My father grew Kale when I was little. He also grew Mustard Greens, Swiss Chard, Spinach and rows and rows of Okra among the vegetables that seem to not be well known. Grew up eating all of them and really enjoy the flavor of most vegetables straight up.
I have eaten Kale, raw Okra and Spinach almost every day for the past 15 years steamed al dente with a little Soy Sauce drizzled on. Though, out of fairness, I tend to eat the exact same thing over and over for years at a time, breakfast and dinner (I don't eat lunch).
Kale is great. It's easy to grow, and can be used for lots of things.

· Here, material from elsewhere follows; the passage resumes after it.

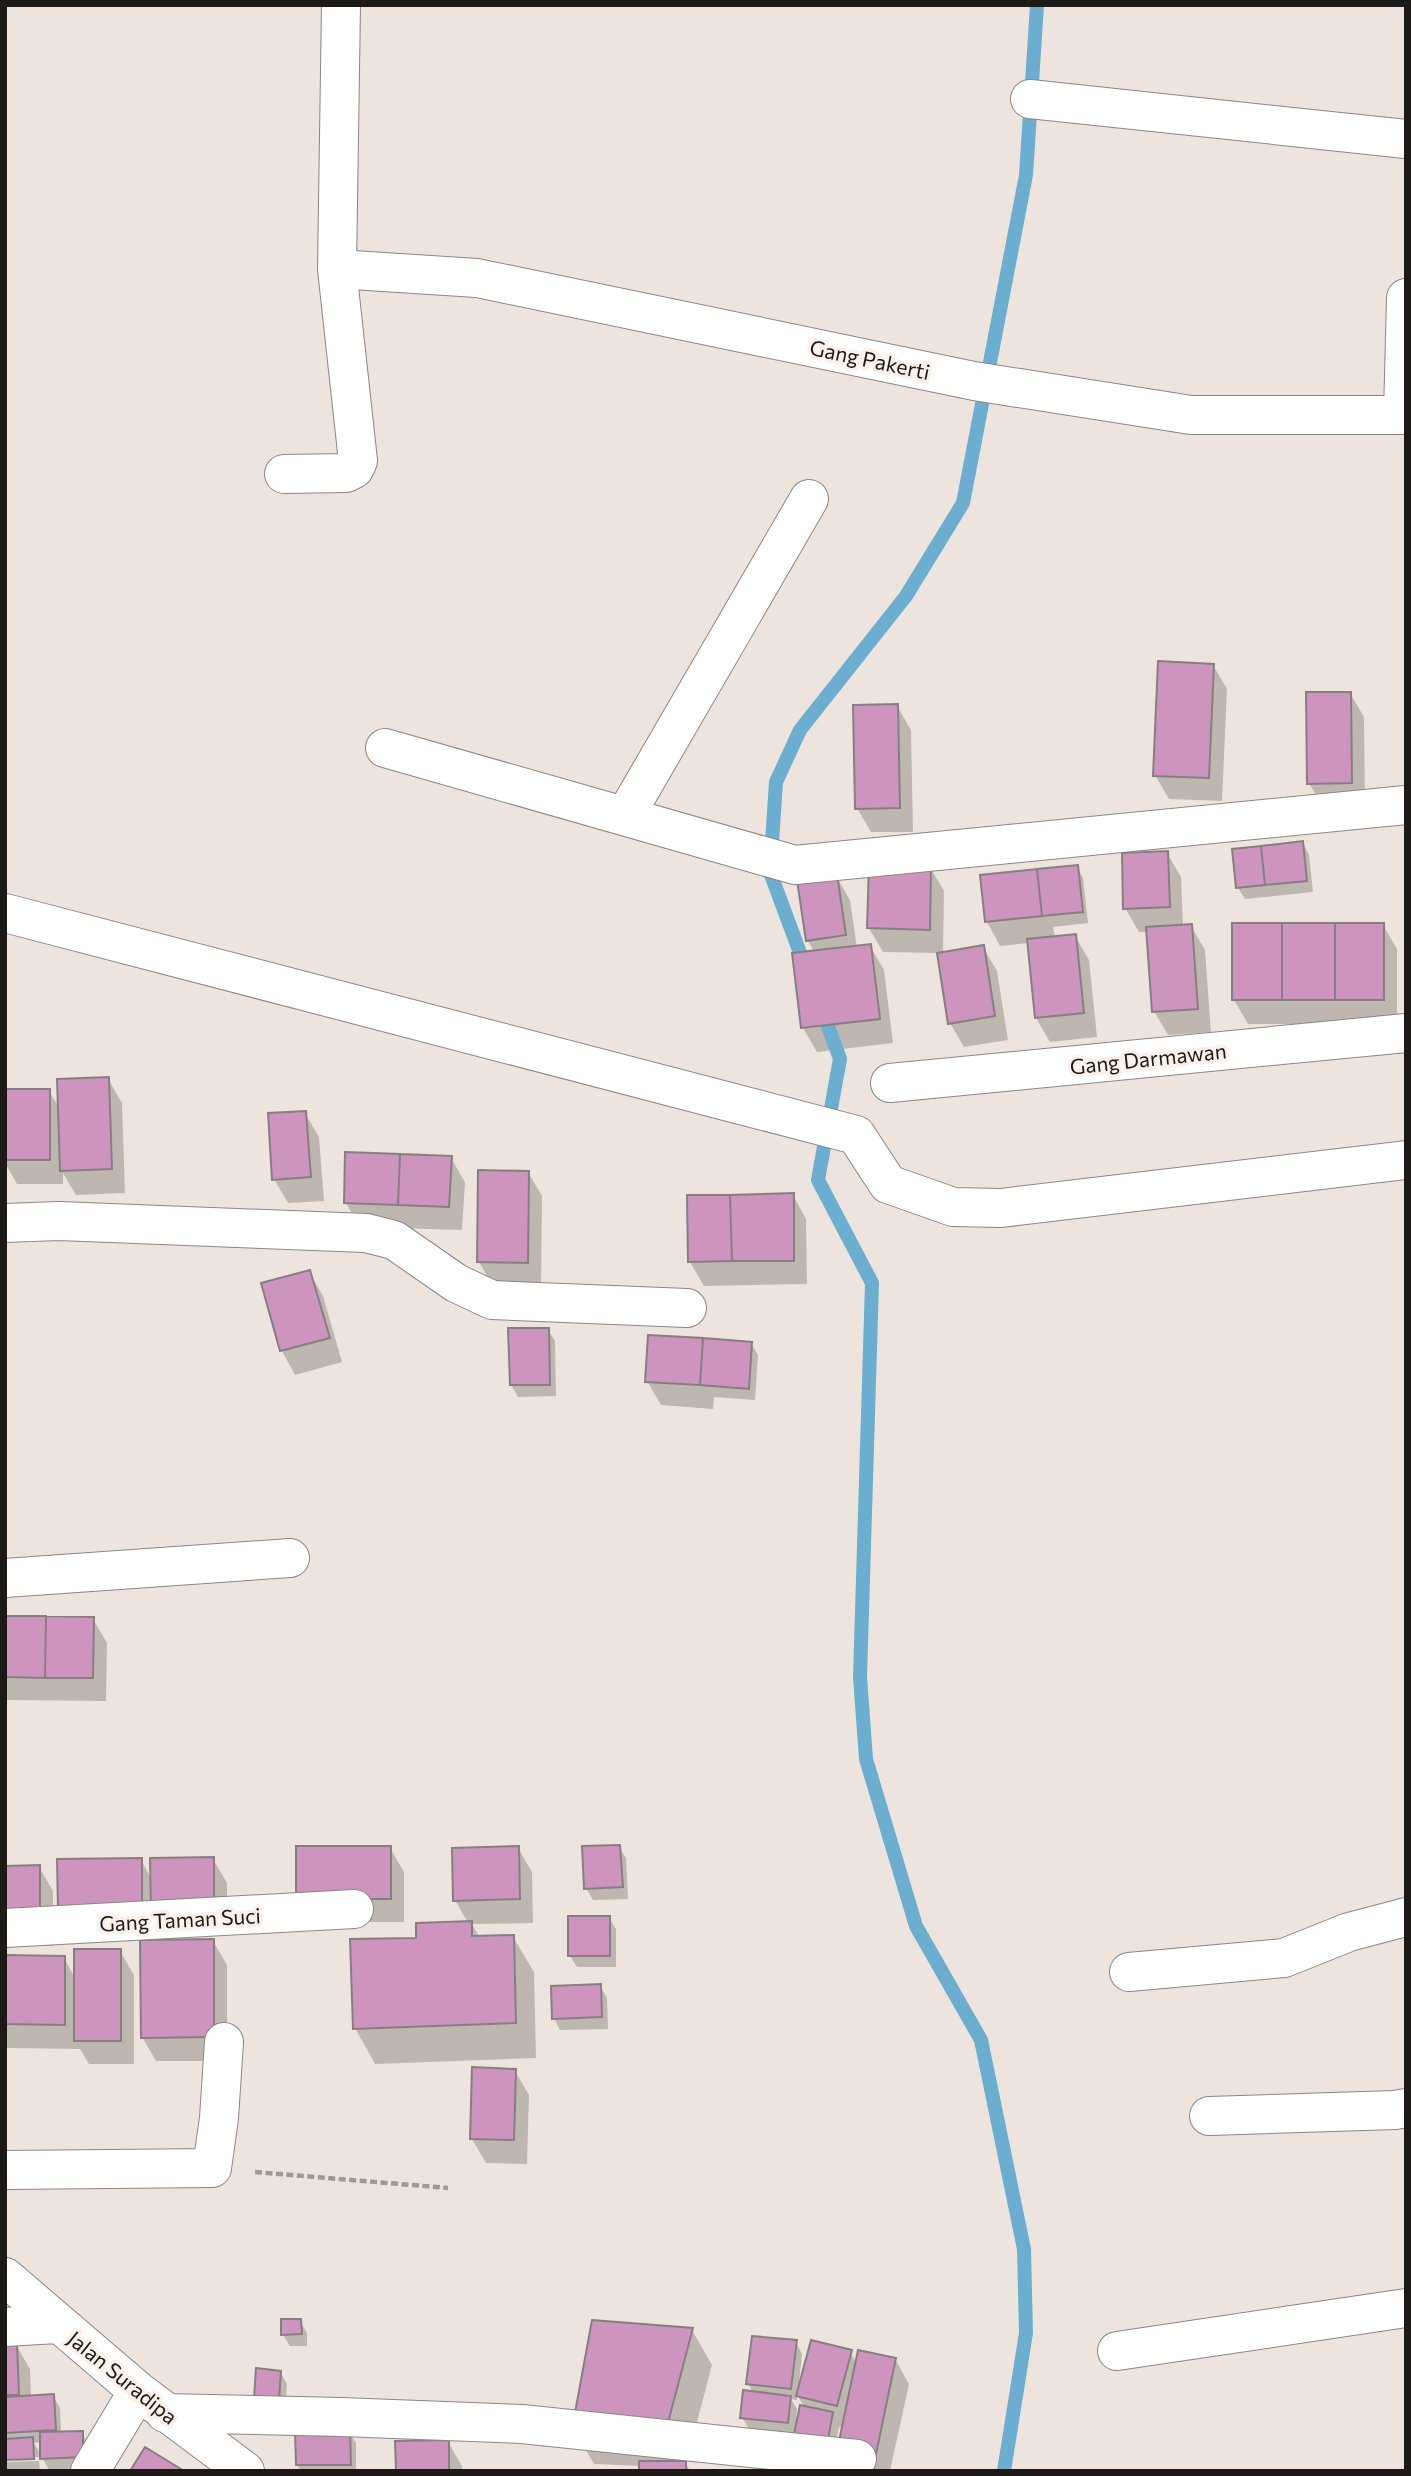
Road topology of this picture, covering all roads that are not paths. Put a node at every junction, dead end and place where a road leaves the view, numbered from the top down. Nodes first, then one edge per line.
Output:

We like to make what I call "hippie chips." Tear kale into small bits and place on a cookie sheet. Lightly drizzle with olive oil, then sprinkle with parmesan cheese. Put in the oven at whatever temperature my wife uses when she does this, and remove once slightly crispy. Delicious!
I have a couple of desert tortoises who have been living in the burrows underneath our sheds for the past 8 years. Most of the year, they're in sort of a hibernation, but once the temps reach the 90s (in May), they'll come out for food every other day until they go back to "hibernation" in September . . . and nothing is more satisfying to a tortoise's belly than fresh crunchy kale.
So . . . I can't say that kale is good for nothing. It seems to be good for beings with hard shells, limited attention spans, and s#@t for brains. ( grin )
When I was a kid, kale was what poor people ate who couldn't afford real food. I secretly liked it, though. Sad to see it's trendy now. A few years from now people are going to look down on me for eating kale (again), but this time because they think I'm too late on a trend.